Even though he had been using the same incident in speeches for at least two years, Deane never bothered to do the most elementary research to find out the facts. Yet eyewitness statements from the Aborigines who survived the massacre and the evidence of police who found the bodies and pursued the killers would all have been available to him in the Western Australian archives and in a previously published account by a well-known author. Rather than an example of what Deane has called our ‘diminished nation’, the tale he told about Mistake Creek is just one more of the many myths and legends now routinely recounted as historical fact but which, when properly examined, reveal a different story. In a speech in November 1999 when he also used Mistake Creek to illustrate his plea for Aboriginal reconciliation, Deane said:

“It matters not whether this particular story is accurate in all its details, for the elements undoubtedly occurred in many parts of our nation in the 211 years since European settlement.”

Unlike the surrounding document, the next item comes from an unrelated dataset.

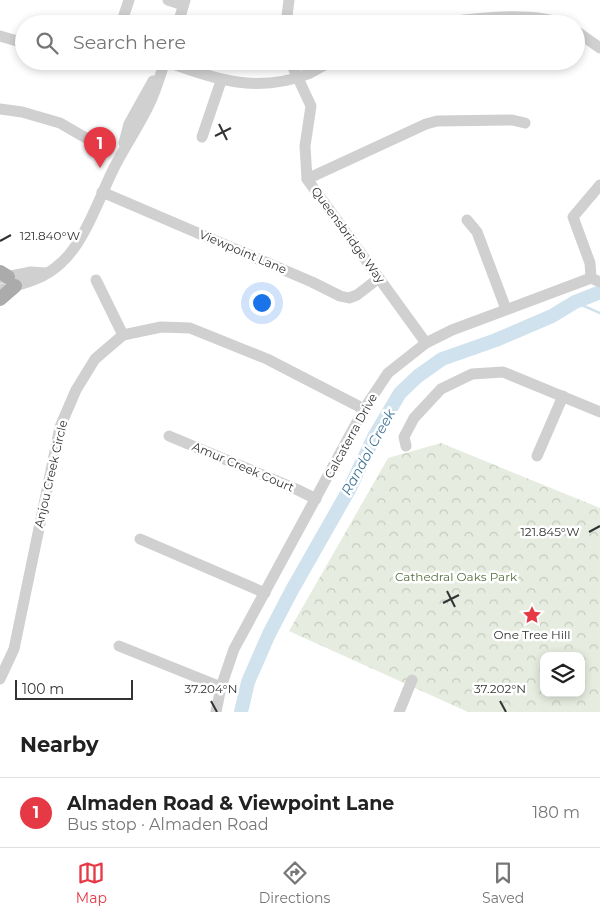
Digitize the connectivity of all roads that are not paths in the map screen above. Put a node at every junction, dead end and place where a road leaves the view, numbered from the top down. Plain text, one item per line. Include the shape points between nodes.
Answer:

Keith Windschuttle, 2003, The Fabrication of Aboriginal History: Van Diemen’s Land, 1803-1847, Macleay Press, pp7-8

“It matters not whether this particular story is accurate in all its details”. This is a remarkable statement, but probably not an uncommon thing. This reminds me of that scene in The Castle where the lawyer for Darryl Kerrigan says, “It’s just the vibe of the thing”. Devoid of any genuine facts to defend his client, the lawyer resorts to a feeling, a vague sense of what he thinks is right.

I think this is how many people think about history. They have a general sense and they want to emphasize certain things that gel with “the vibe of the thing” and the vibe of modern society says, “White man bad, Colonialism all bad, minorities good.” History is then perceived as a useful tool to prove this point, and when the facts of a certain situation contradict the current narrative, people don’t really care, because they have a “vibe” that the narrative is true anyway. I mean, it must be right, just look at how white men on average live and how minorities on average live, this must be a result of oppression right? Don’t you get that vibe?

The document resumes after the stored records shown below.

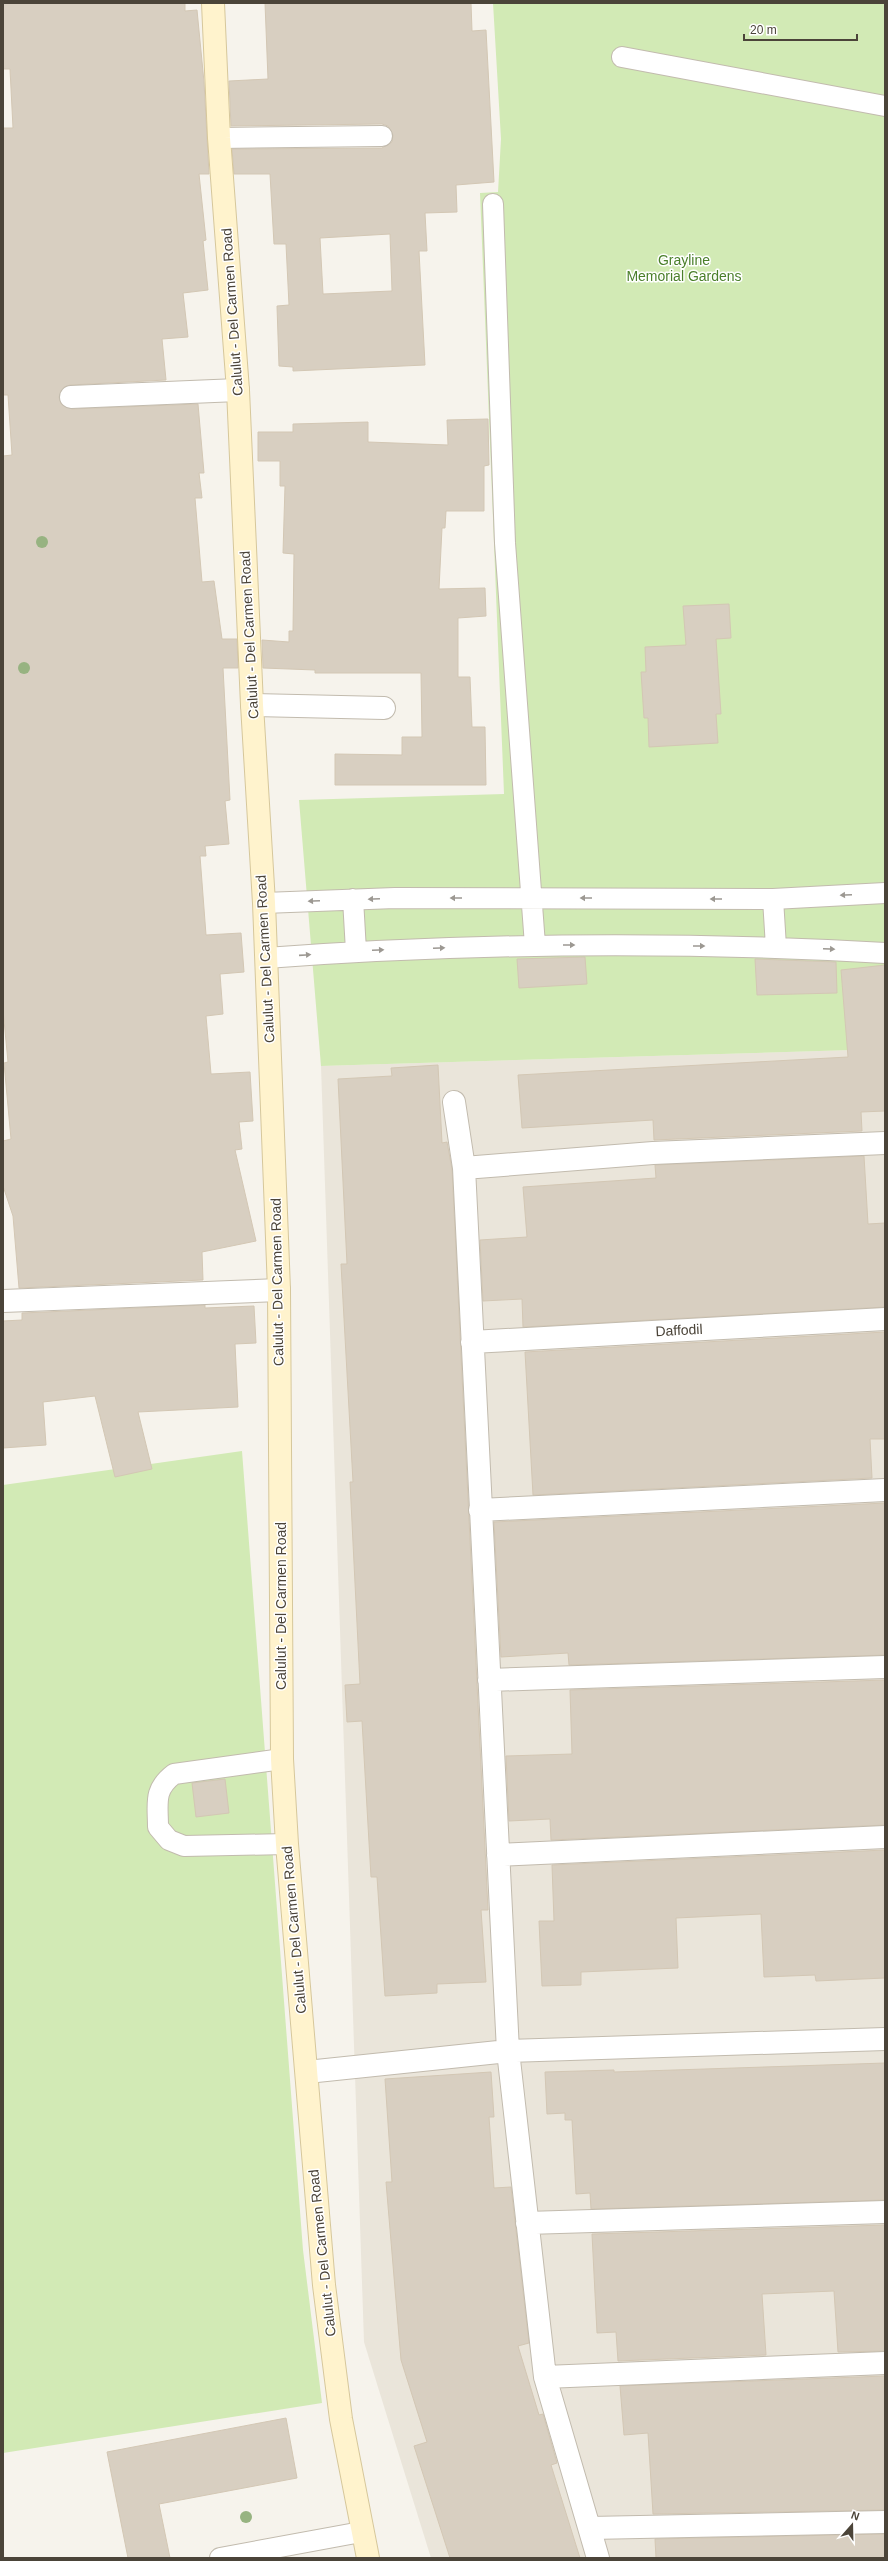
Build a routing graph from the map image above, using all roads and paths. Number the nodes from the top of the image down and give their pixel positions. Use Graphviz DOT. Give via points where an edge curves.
graph roads {
  1 [pos="213,3"];
  2 [pos="622,57"];
  3 [pos="885,106"];
  4 [pos="382,136"];
  5 [pos="218,138"];
  6 [pos="492,204"];
  7 [pos="238,390"];
  8 [pos="71,397"];
  9 [pos="252,705"];
  10 [pos="384,708"];
  11 [pos="885,893"];
  12 [pos="531,897"];
  13 [pos="353,899"];
  14 [pos="773,899"];
  15 [pos="264,903"];
  16 [pos="535,945"];
  17 [pos="776,947"];
  18 [pos="356,951"];
  19 [pos="885,952"];
  20 [pos="266,958"];
  21 [pos="454,1102"];
  22 [pos="885,1143"];
  23 [pos="464,1168"];
  24 [pos="279,1290"];
  25 [pos="3,1301"];
  26 [pos="885,1319"];
  27 [pos="472,1342"];
  28 [pos="885,1490"];
  29 [pos="480,1510"];
  30 [pos="885,1667"];
  31 [pos="489,1680"];
  32 [pos="282,1759"];
  33 [pos="885,1836"];
  34 [pos="287,1844"];
  35 [pos="498,1855"];
  36 [pos="885,2039"];
  37 [pos="508,2051"];
  38 [pos="307,2072"];
  39 [pos="885,2212"];
  40 [pos="527,2223"];
  41 [pos="885,2363"];
  42 [pos="546,2377"];
  43 [pos="885,2522"];
  44 [pos="590,2528"];
  45 [pos="361,2532"];
  46 [pos="220,2558"];
  47 [pos="368,2558"];
  48 [pos="598,2558"];
  1 -- 5 [label="main road, Calulut - Del Carmen Road"];
  2 -- 3 [label="lane"];
  4 -- 5 [label="lane"];
  5 -- 7 [label="main road, Calulut - Del Carmen Road"];
  6 -- 12 [label="lane" via="506,551"];
  7 -- 8 [label="street"];
  7 -- 9 [label="main road, Calulut - Del Carmen Road"];
  9 -- 10 [label="street"];
  9 -- 15 [label="main road, Calulut - Del Carmen Road"];
  11 -- 14 [label="lane, one-way"];
  12 -- 13 [label="lane, one-way"];
  14 -- 12 [label="lane, one-way"];
  12 -- 16 [label="lane"];
  13 -- 15 [label="lane, one-way"];
  13 -- 18 [label="lane"];
  14 -- 17 [label="lane"];
  15 -- 20 [label="main road, Calulut - Del Carmen Road"];
  16 -- 17 [label="lane, one-way"];
  18 -- 16 [label="lane, one-way"];
  17 -- 19 [label="lane, one-way"];
  20 -- 18 [label="lane, one-way"];
  20 -- 24 [label="main road, Calulut - Del Carmen Road"];
  21 -- 23 [label="street"];
  22 -- 23 [label="street" via="654,1153"];
  23 -- 27 [label="street"];
  24 -- 25 [label="street"];
  24 -- 32 [label="main road, Calulut - Del Carmen Road"];
  26 -- 27 [label="street, Daffodil"];
  27 -- 29 [label="street"];
  28 -- 29 [label="street"];
  29 -- 31 [label="street"];
  30 -- 31 [label="street"];
  31 -- 35 [label="street"];
  32 -- 34 [label="main road, Calulut - Del Carmen Road"];
  32 -- 34 [label="lane" via="174,1774 162,1783 158,1794 158,1827 169,1840 184,1846"];
  33 -- 35 [label="street"];
  34 -- 38 [label="main road, Calulut - Del Carmen Road"];
  35 -- 37 [label="street"];
  36 -- 37 [label="street"];
  37 -- 38 [label="street"];
  37 -- 40 [label="street"];
  38 -- 45 [label="main road, Calulut - Del Carmen Road" via="324,2285 341,2419"];
  39 -- 40 [label="street"];
  40 -- 42 [label="street"];
  41 -- 42 [label="street"];
  42 -- 44 [label="street"];
  43 -- 44 [label="street"];
  44 -- 48 [label="street"];
  45 -- 46 [label="lane"];
  45 -- 47 [label="main road, Calulut - Del Carmen Road"];
}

This book looks like it will be an interesting read. I obviously can’t say whether I recommend it or not yet. I just started it, and I will take my time reading it. But it is interesting to think about how people treat history. Many are very cavalier with how they approach the past.

No one is truly objective, this is impossible. But some people don’t even try. I think it is incumbent on us to evaluate the past as honestly as we can.